> **Work to be completed**
Retype the entries exactly; omit all pictures.

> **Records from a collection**
◆ ◆ ◆
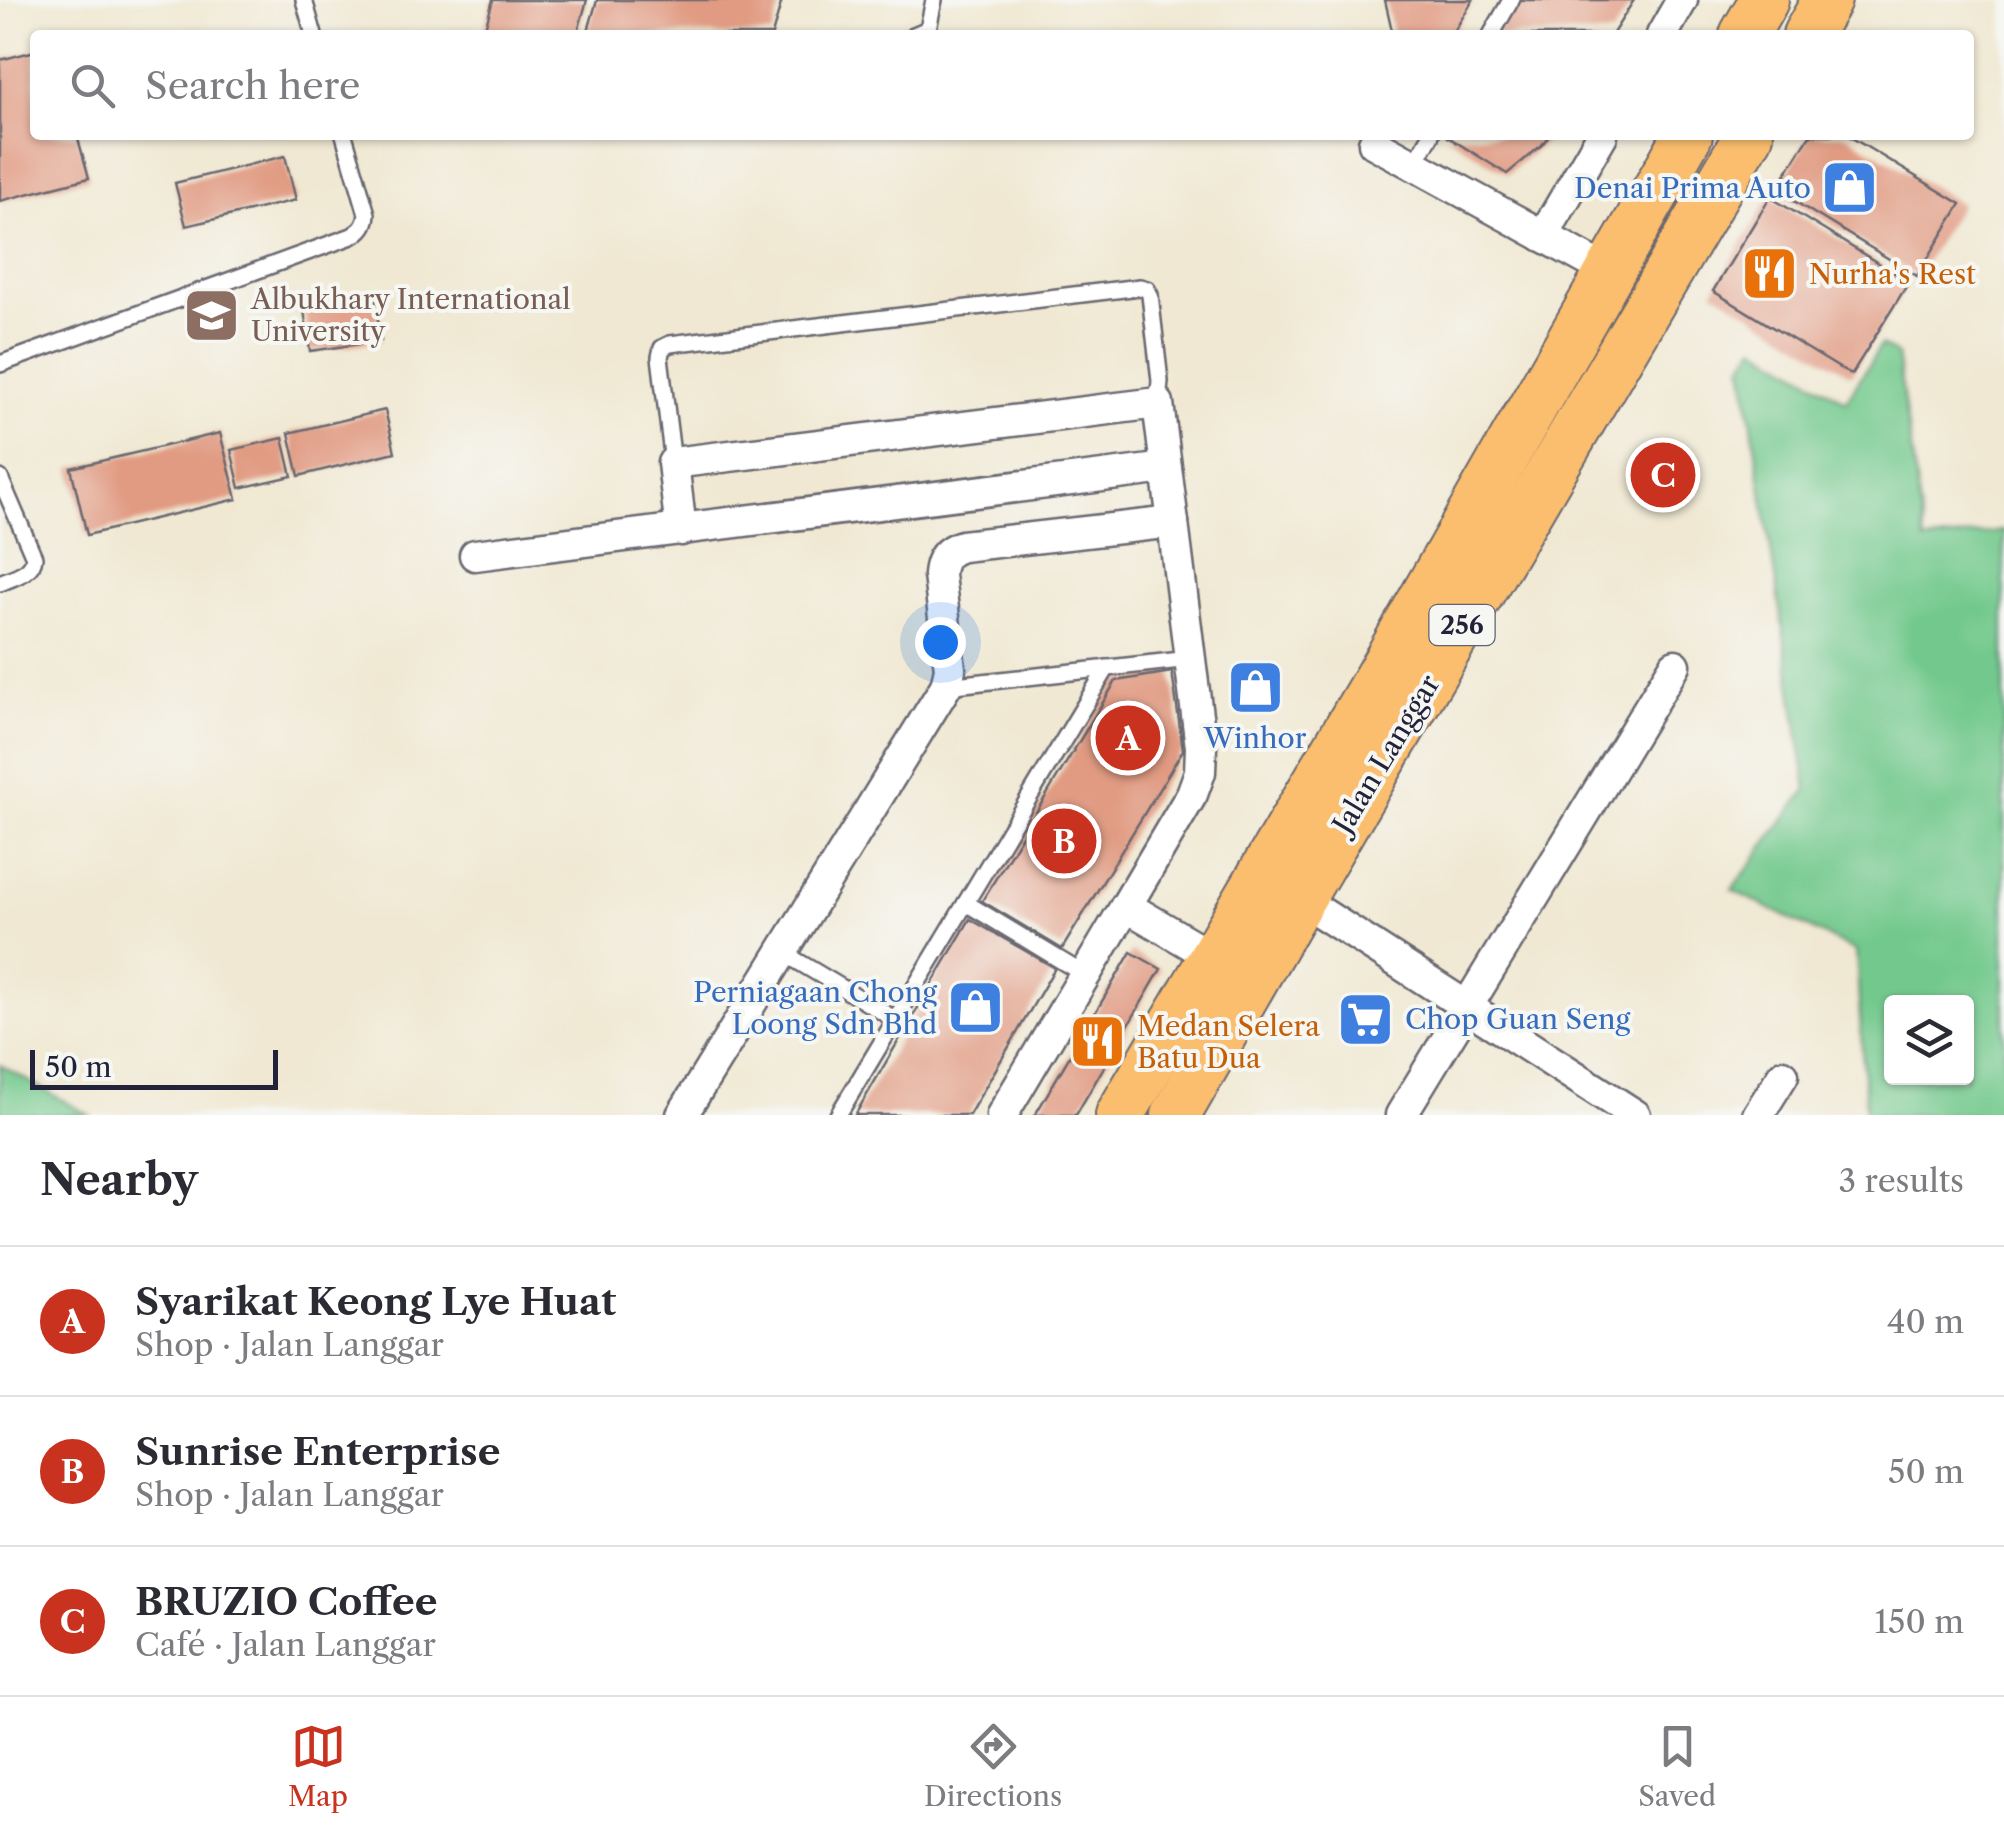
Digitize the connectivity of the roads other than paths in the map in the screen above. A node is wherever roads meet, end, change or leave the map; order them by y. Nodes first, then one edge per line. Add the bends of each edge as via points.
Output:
1 (304, 0) edge
2 (934, 0) edge
3 (1511, 0) edge
4 (1682, 0) edge
5 (1764, 0) edge
6 (1827, 0) edge
7 (313, 30) edge
8 (926, 30) edge
9 (1493, 30) edge
10 (1665, 30) edge
11 (1747, 30) edge
12 (1810, 30) edge
13 (345, 140) edge
14 (1429, 140) edge
15 (1599, 140) edge
16 (1685, 140) edge
17 (1746, 140) edge
18 (1374, 143) dead end
19 (1414, 165) junction
20 (1542, 236) junction
21 (1611, 273) junction
22 (0, 364) edge
23 (1158, 403) junction
24 (673, 463) junction
25 (1166, 468) junction
26 (0, 478) edge
27 (1173, 522) junction
28 (681, 530) junction
29 (475, 556) dead end
30 (0, 583) edge
31 (1190, 659) junction
32 (1675, 665) dead end
33 (1107, 668) junction
34 (946, 686) junction
35 (1300, 899) junction
36 (966, 903) junction
37 (1126, 906) junction
38 (782, 952) junction
39 (1213, 957) junction
40 (1085, 975) junction
41 (1468, 1006) junction
42 (896, 1020) junction
43 (1783, 1075) dead end
44 (682, 1115) edge
45 (838, 1115) edge
46 (1002, 1115) edge
47 (1120, 1115) edge
48 (1176, 1115) edge
49 (1401, 1115) edge
50 (1635, 1115) edge
51 (1758, 1115) edge

1 - 7 lane
2 - 8 lane
3 - 9 lane
4 - 10 street
5 - 11 main road
6 - 12 main road
13 - 22 lane via 367,214 360,231
14 - 19 lane
15 - 20 street
16 - 21 main road, Jalan Langgar / 256
17 - 35 main road, Jalan Langgar / 256
18 - 19 street
19 - 20 street
20 - 21 street
21 - 39 main road, Jalan Langgar / 256
23 - 24 street
23 - 24 lane via 1150,295 1140,287 670,344 660,357
23 - 25 street
24 - 28 street
25 - 27 street
25 - 28 street
26 - 30 lane via 34,564
27 - 31 street
27 - 34 street via 952,549 938,575 950,670
28 - 29 street
31 - 33 lane
31 - 37 street via 1200,772
32 - 41 street
33 - 34 lane
33 - 36 lane
34 - 38 street
35 - 41 street
35 - 48 main road, Jalan Langgar / 256
36 - 40 lane
36 - 42 lane
37 - 39 street
37 - 40 street
38 - 42 lane
38 - 44 street
39 - 47 main road, Jalan Langgar / 256
40 - 46 street
41 - 49 street
41 - 50 street
42 - 45 lane
43 - 51 street

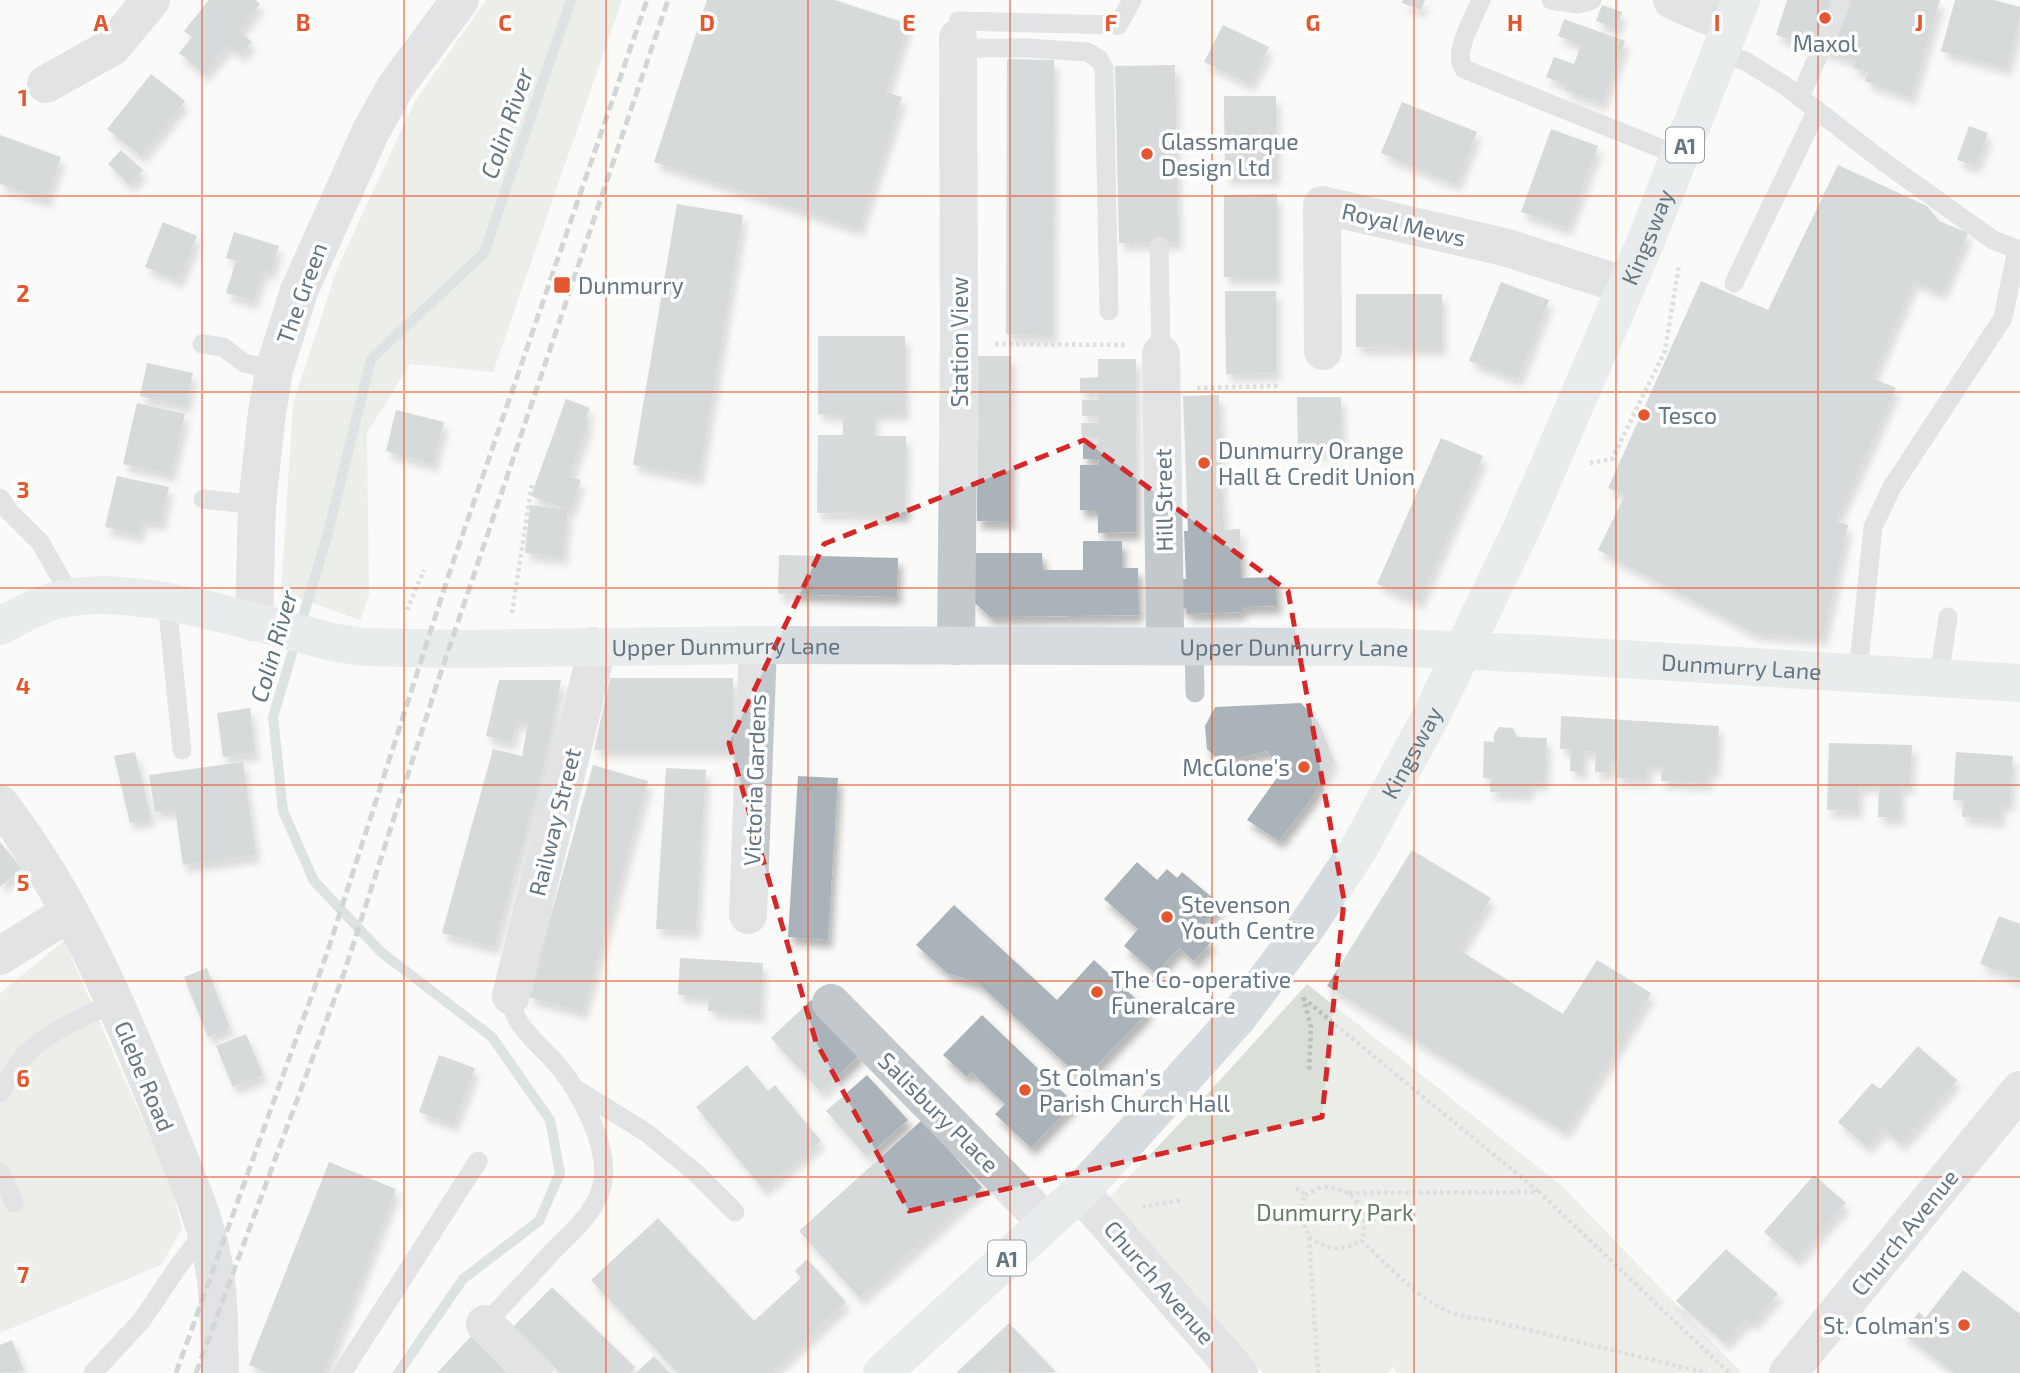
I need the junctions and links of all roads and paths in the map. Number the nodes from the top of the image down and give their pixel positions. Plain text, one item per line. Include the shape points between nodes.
◆ ◆ ◆
> **Answer space**
Digitize the connectivity of the roads other than paths in the map in the screen above. A node is wherever roads meet, end, change or leave the map; order them by y. Nodes first, then one edge per line. Add the bends of each edge as via points.
Output:
1 (304, 0) edge
2 (934, 0) edge
3 (1511, 0) edge
4 (1682, 0) edge
5 (1764, 0) edge
6 (1827, 0) edge
7 (313, 30) edge
8 (926, 30) edge
9 (1493, 30) edge
10 (1665, 30) edge
11 (1747, 30) edge
12 (1810, 30) edge
13 (345, 140) edge
14 (1429, 140) edge
15 (1599, 140) edge
16 (1685, 140) edge
17 (1746, 140) edge
18 (1374, 143) dead end
19 (1414, 165) junction
20 (1542, 236) junction
21 (1611, 273) junction
22 (0, 364) edge
23 (1158, 403) junction
24 (673, 463) junction
25 (1166, 468) junction
26 (0, 478) edge
27 (1173, 522) junction
28 (681, 530) junction
29 (475, 556) dead end
30 (0, 583) edge
31 (1190, 659) junction
32 (1675, 665) dead end
33 (1107, 668) junction
34 (946, 686) junction
35 (1300, 899) junction
36 (966, 903) junction
37 (1126, 906) junction
38 (782, 952) junction
39 (1213, 957) junction
40 (1085, 975) junction
41 (1468, 1006) junction
42 (896, 1020) junction
43 (1783, 1075) dead end
44 (682, 1115) edge
45 (838, 1115) edge
46 (1002, 1115) edge
47 (1120, 1115) edge
48 (1176, 1115) edge
49 (1401, 1115) edge
50 (1635, 1115) edge
51 (1758, 1115) edge

1 - 7 lane
2 - 8 lane
3 - 9 lane
4 - 10 street
5 - 11 main road
6 - 12 main road
13 - 22 lane via 367,214 360,231
14 - 19 lane
15 - 20 street
16 - 21 main road, Jalan Langgar / 256
17 - 35 main road, Jalan Langgar / 256
18 - 19 street
19 - 20 street
20 - 21 street
21 - 39 main road, Jalan Langgar / 256
23 - 24 street
23 - 24 lane via 1150,295 1140,287 670,344 660,357
23 - 25 street
24 - 28 street
25 - 27 street
25 - 28 street
26 - 30 lane via 34,564
27 - 31 street
27 - 34 street via 952,549 938,575 950,670
28 - 29 street
31 - 33 lane
31 - 37 street via 1200,772
32 - 41 street
33 - 34 lane
33 - 36 lane
34 - 38 street
35 - 41 street
35 - 48 main road, Jalan Langgar / 256
36 - 40 lane
36 - 42 lane
37 - 39 street
37 - 40 street
38 - 42 lane
38 - 44 street
39 - 47 main road, Jalan Langgar / 256
40 - 46 street
41 - 49 street
41 - 50 street
42 - 45 lane
43 - 51 street

I need the junctions and links of all roads and paths in the map. Number the nodes from the top of the image down and give their pixel positions. Plain text, one item per line. Include the shape points between nodes.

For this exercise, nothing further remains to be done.